On Wed, May 7, 2008 at 6:28 AM, patrik osgnach <
patrik.osgnach@gmail.com> wrote:
Daniel Fischer ha scritto:
Am Dienstag, 6. Mai 2008 22:40 schrieb patrik osgnach:
Brent Yorgey ha scritto:
On Tue, May 6, 2008 at 8:20 AM, patrik osgnach <patrik.osgnach@gmail.com>
wrote:
Hi. I'm learning haskell but i'm stuck on a generic tree folding
exercise. i must write a function of this type
treefoldr::(Eq a,Show a)=>(a->b->c)->c->(c->b->b)->b->Tree a->c
Tree has type
data (Eq a,Show a)=>Tree a=Void | Node a [Tree a] deriving (Eq,Show)

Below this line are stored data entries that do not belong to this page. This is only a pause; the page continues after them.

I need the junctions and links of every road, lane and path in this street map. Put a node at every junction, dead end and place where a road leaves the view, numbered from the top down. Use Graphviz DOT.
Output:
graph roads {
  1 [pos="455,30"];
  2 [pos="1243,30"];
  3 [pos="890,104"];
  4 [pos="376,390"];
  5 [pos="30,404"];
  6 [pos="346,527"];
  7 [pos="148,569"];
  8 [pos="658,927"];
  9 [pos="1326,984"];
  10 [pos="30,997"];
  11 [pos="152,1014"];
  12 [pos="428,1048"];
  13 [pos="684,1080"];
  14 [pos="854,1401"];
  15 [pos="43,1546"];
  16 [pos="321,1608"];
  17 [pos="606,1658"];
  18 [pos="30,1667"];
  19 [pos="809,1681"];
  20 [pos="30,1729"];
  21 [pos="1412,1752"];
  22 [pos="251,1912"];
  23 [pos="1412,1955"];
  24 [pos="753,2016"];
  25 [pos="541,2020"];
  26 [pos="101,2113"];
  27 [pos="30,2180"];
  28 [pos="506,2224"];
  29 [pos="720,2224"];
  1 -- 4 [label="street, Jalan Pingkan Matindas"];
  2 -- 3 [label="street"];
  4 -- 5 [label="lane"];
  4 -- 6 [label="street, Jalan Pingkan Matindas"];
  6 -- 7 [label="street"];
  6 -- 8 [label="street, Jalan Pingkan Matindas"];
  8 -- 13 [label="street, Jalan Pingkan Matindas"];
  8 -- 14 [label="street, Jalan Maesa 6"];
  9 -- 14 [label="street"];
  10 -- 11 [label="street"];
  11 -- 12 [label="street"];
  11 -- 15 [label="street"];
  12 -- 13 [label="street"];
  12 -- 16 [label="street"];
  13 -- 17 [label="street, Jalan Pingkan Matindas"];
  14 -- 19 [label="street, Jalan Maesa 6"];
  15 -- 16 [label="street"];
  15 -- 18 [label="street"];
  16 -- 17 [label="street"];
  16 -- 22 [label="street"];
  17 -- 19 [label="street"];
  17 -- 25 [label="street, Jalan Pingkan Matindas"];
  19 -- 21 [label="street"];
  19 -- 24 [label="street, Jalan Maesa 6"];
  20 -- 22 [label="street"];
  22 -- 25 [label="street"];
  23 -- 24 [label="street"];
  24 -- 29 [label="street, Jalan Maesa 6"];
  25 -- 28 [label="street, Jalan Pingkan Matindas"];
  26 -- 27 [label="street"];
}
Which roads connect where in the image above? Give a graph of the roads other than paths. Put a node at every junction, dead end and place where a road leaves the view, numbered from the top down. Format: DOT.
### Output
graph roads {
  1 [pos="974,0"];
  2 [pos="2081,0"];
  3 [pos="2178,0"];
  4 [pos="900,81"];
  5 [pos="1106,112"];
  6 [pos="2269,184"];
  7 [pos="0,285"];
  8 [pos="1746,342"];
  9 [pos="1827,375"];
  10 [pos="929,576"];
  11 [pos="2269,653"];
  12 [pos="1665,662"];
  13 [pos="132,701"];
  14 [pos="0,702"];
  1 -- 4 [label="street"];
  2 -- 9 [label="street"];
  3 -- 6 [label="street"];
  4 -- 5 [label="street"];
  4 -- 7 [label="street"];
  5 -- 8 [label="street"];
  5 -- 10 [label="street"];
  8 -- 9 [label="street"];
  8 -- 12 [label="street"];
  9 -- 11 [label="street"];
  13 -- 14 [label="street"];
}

as an example treefoldr (:) [] (++) [] (Node '+' [Node '*' [Node 'x' [],
Node 'y' []], Node 'z' []])
must return "+∗xyz"
any help?
(sorry for my bad english)
Having a (Tree a) parameter, where Tree is defined as an algebraic data
type, also immediately suggests that you should do some pattern-matching
to break treefoldr down into cases:
treefoldr f y g z Void = ?
treefoldr f y g z (Node x t) = ?
-Brent
so far i have tried
treefoldr f x g y Void = x
Yes, nothing else could be done.
treefoldr f x g y (Node a []) = f a y
Not bad. But actually there's no need to treat nodes with and without children differently.
Let's see:
treefoldr f x g y (Node v ts)
should have type c, and it should use v. We have
f :: a -> b -> c
x :: c
g :: c -> b -> b
y :: b
v :: a.
The only thing which produces a value of type c using a value of type a is f, so we must have
treefoldr f x g y (Node v ts) = f v someExpressionUsing'ts'
where
someExpressionUsing'ts' :: b.
The only thing we have which produces a value of type b is g, so
someExpressionUsing'ts' must ultimately be g something somethingElse.
Now take a look at the code and type of foldr, that might give you the idea.
Cheers,
Daniel
treefoldr f x g y (Node a (t:ts)) = treefoldr f x g (g (treefoldr f x g
y t) y) (Node a ts)
but it is incorrect. i can't figure out how to build the recursive call
thanks for the answer
Patrik
thanks for the tip.
so, if i have understood correctly i have to wirite something like:
treefoldr f x g y (Node a ts) = f a (g (treefoldr f x g y (head ts)) (g (treefoldr f x g y (head (tail ts)) (g ...
it looks like a list foldr so...
treefoldr f x g y Void = x
treefoldr f x g y (Node a ts) = f a (foldr (g) y (map (treefoldr f x g y) ts))
it seems to work. i'm not yet sure it is correct but is better than nothing
thanks to you all. now i will try to write a treefoldl
If it typechecks and you have used all the parameters, then it is probably correct! =) That may sound trite, but it is often true.